盗刷冒刷社保卡、伪造虚假票据报销、恶意挂床住院……长期以来,欺诈骗取医保基金的违法违规行为花样频出,严重侵害了人民群众的合法权益,破坏了医保基金的正常运行,造成了恶劣的社会影响。对此,国家医保局高度重视,持续深化欺诈骗保治理。
今年以来,国家医保局要求各地深入开展治理行动,进一步加大基金监管力度。截至6月底,全国共检查定点医药机构36.6万家,检查发现并处理违规定点医药机构5.7万家,其中暂停医保服务1.1万家,解除定点协议1900余家,移交司法机关130余家;检查发现参保人员违规并处理1万余人,其中约谈4000余人,暂停医保卡结算3200余人,移交司法机关约300人;发现经办机构违规例数400多例,约谈经办机构工作人员180余人,移送司法机关两人。截至目前,共追回医保基金及违约金共13.5亿元,处行政罚款1.4亿元。
此外,国家医保局还对全国24个省(区、市)定点医药机构开展“飞行检查”30批次,已查实涉案金额超8777万元。
据国家医保局有关负责人介绍,尽管在目前的高压态势下,欺诈骗保行为得到一定遏制,但仍普遍多发,且主体多、环节多、行为隐秘性强,打击治理欺诈骗保形势依然严峻。
针对监管对象广泛、信息分散、行为隐蔽等特点,国家医保局不断创新监管方式方法,在建立健全监督检查制度、全面推进医保大数据智能监控工作、建立并完善欺诈骗保行为举报奖励制度的同时,着力推动建立医保信用评价与管理制度,联合相关部门探索建立医疗保障领域守信联合激励对象和失信联合惩戒对象名单制度,实施守法联合激励和失信联合惩戒。

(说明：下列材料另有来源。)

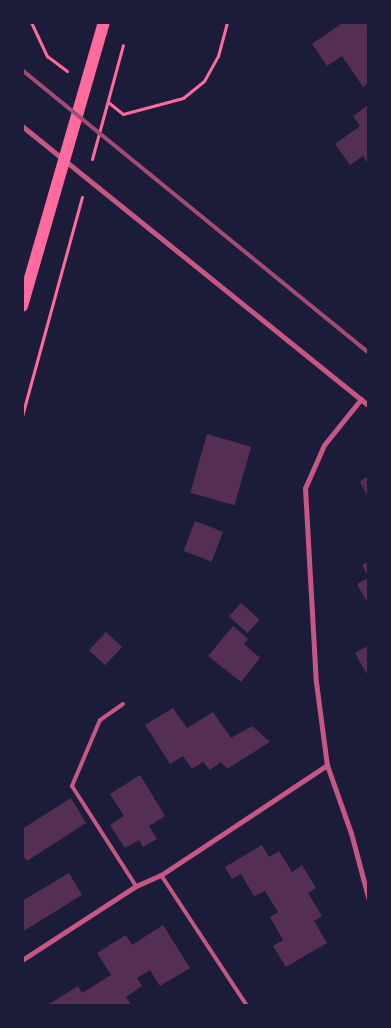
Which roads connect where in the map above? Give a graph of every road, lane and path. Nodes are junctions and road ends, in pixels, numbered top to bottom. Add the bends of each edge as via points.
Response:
1 (104, 22) edge
2 (227, 22) edge
3 (144, 110) dead end
4 (22, 126) edge
5 (22, 306) edge
6 (41, 349) dead end
7 (361, 399) junction
8 (368, 405) edge
9 (22, 416) edge
10 (123, 704) dead end
11 (327, 765) junction
12 (161, 876) junction
13 (136, 886) junction
14 (368, 897) edge
15 (22, 960) edge
16 (247, 1006) edge

1 - 5 main road
2 - 3 path via 218,56 204,81 183,98
4 - 7 street
6 - 9 path
7 - 8 street
7 - 11 street via 324,445 305,488 316,682
10 - 13 lane via 100,720 72,786
11 - 12 street
11 - 14 street via 351,833
12 - 13 street
12 - 16 lane
13 - 15 street

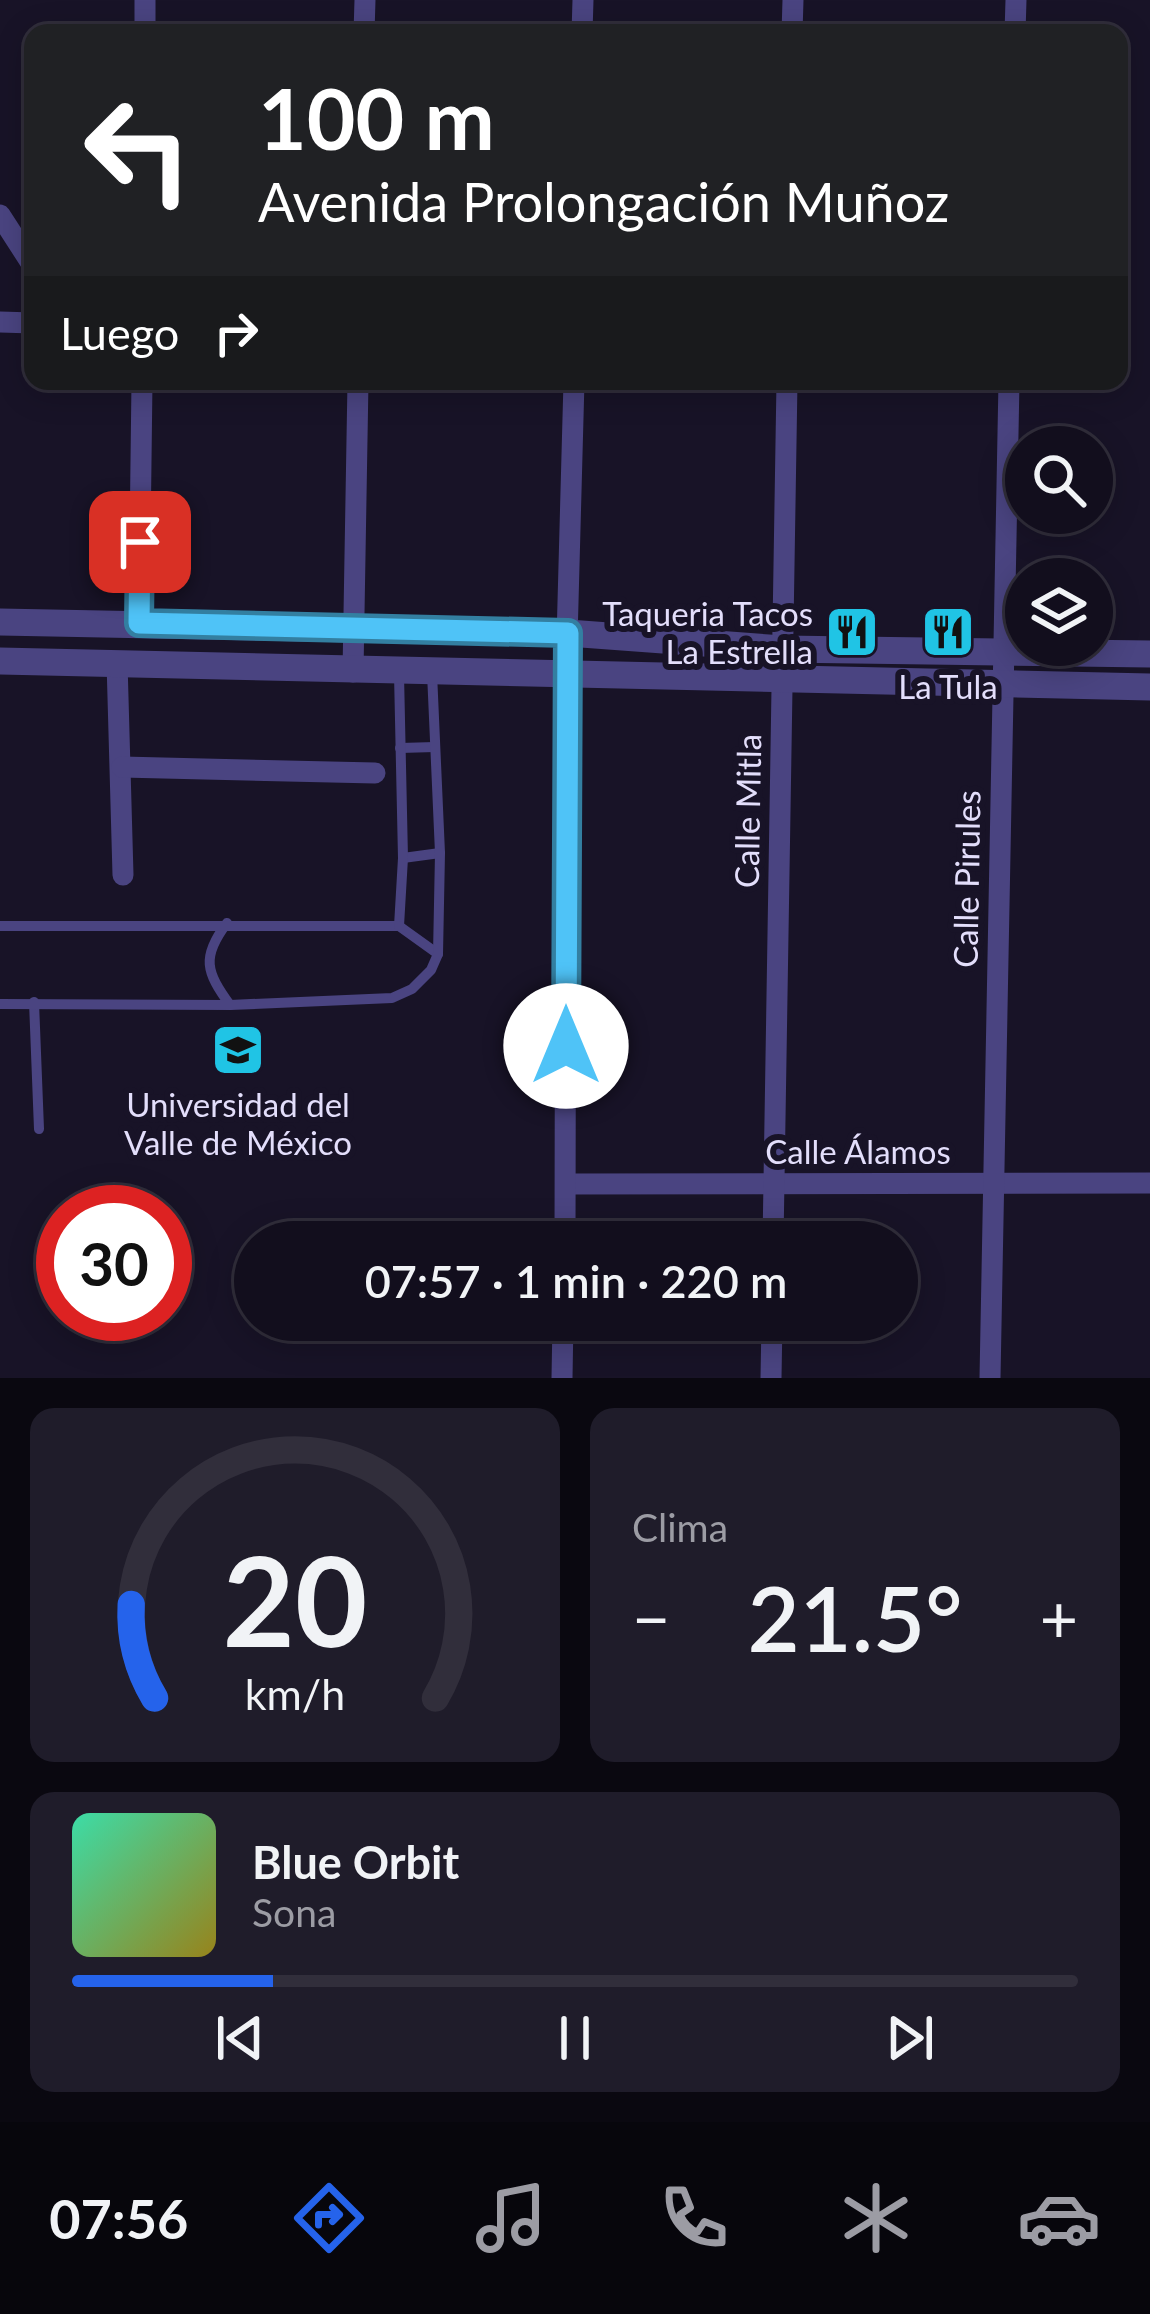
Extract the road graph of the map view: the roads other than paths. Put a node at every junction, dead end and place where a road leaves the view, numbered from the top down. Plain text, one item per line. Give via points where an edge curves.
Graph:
1 (0, 215) edge
2 (24, 252) edge
3 (142, 390) edge
4 (358, 390) edge
5 (574, 390) edge
6 (787, 390) edge
7 (1009, 390) edge
8 (0, 622) edge
9 (139, 623) junction
10 (353, 629) junction
11 (568, 633) junction
12 (783, 649) junction
13 (1004, 651) junction
14 (1150, 654) edge
15 (0, 661) edge
16 (117, 662) junction
17 (353, 672) junction
18 (399, 672) junction
19 (432, 673) junction
20 (566, 676) junction
21 (782, 680) junction
22 (1003, 684) junction
23 (1150, 687) edge
24 (435, 747) junction
25 (400, 748) junction
26 (122, 767) junction
27 (375, 773) dead end
28 (440, 854) junction
29 (403, 857) junction
30 (123, 875) dead end
31 (226, 923) junction
32 (0, 926) edge
33 (399, 926) junction
34 (439, 954) junction
35 (34, 1002) junction
36 (0, 1004) edge
37 (230, 1005) junction
38 (39, 1129) dead end
39 (1150, 1183) edge
40 (566, 1184) junction
41 (774, 1184) junction
42 (993, 1184) junction
43 (565, 1221) edge
44 (773, 1221) edge
45 (563, 1341) edge
46 (772, 1341) edge
47 (562, 1378) edge
48 (771, 1378) edge
49 (990, 1378) edge

1 - 2 street
3 - 9 street
4 - 10 street
5 - 11 street
6 - 12 street, Calle Mitla
7 - 13 street, Calle Pirules
8 - 9 street
9 - 10 street
10 - 11 street
10 - 17 street
11 - 12 street
11 - 20 street
12 - 13 street
12 - 21 street, Calle Mitla
13 - 14 street
13 - 22 street, Calle Pirules
15 - 16 street
16 - 17 street
16 - 26 street
17 - 18 street
18 - 19 street
18 - 25 lane
19 - 20 street
19 - 24 lane
20 - 21 street
20 - 40 street
21 - 22 street
21 - 41 street, Calle Mitla
22 - 23 street
22 - 42 street, Calle Pirules
24 - 25 lane
24 - 28 lane
25 - 29 lane
26 - 27 street
26 - 30 street
28 - 29 lane
28 - 34 lane
29 - 33 lane
31 - 32 lane
31 - 33 lane
31 - 37 lane via 208,965
33 - 34 lane
34 - 37 lane via 412,988 392,998
35 - 36 lane
35 - 37 lane
35 - 38 lane
39 - 42 street, Calle Álamos
40 - 41 street, Calle Álamos
40 - 43 street
41 - 42 street, Calle Álamos
41 - 44 street, Calle Mitla
42 - 49 street, Calle Pirules
45 - 47 street
46 - 48 street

“近日,我们在北京、温州等17个城市启动开展医保基金监管信用体系建设试点,探索基金监管信用评价相关标准、规范和指标体系建设,设立医保‘黑名单’制度,推进行业自律和联合惩戒。通过试点,及时总结形成可推广、可复制的工作经验。同时,我们也在加快推进医疗保障基金监管立法,逐步形成以法治体系为保障、信用管理为基础的新型监管格局。”国家医保局有关负责人说,接下来,将一方面持续巩固打击欺诈骗保高压态势,加大对定点医药机构监管检查力度,实现对全国定点医药机构监督检查全覆盖;另一方面,将加快构建监管长效机制,会同相关部门加快医保监管立法步伐,推动医保基金监管有法可依、依法行政。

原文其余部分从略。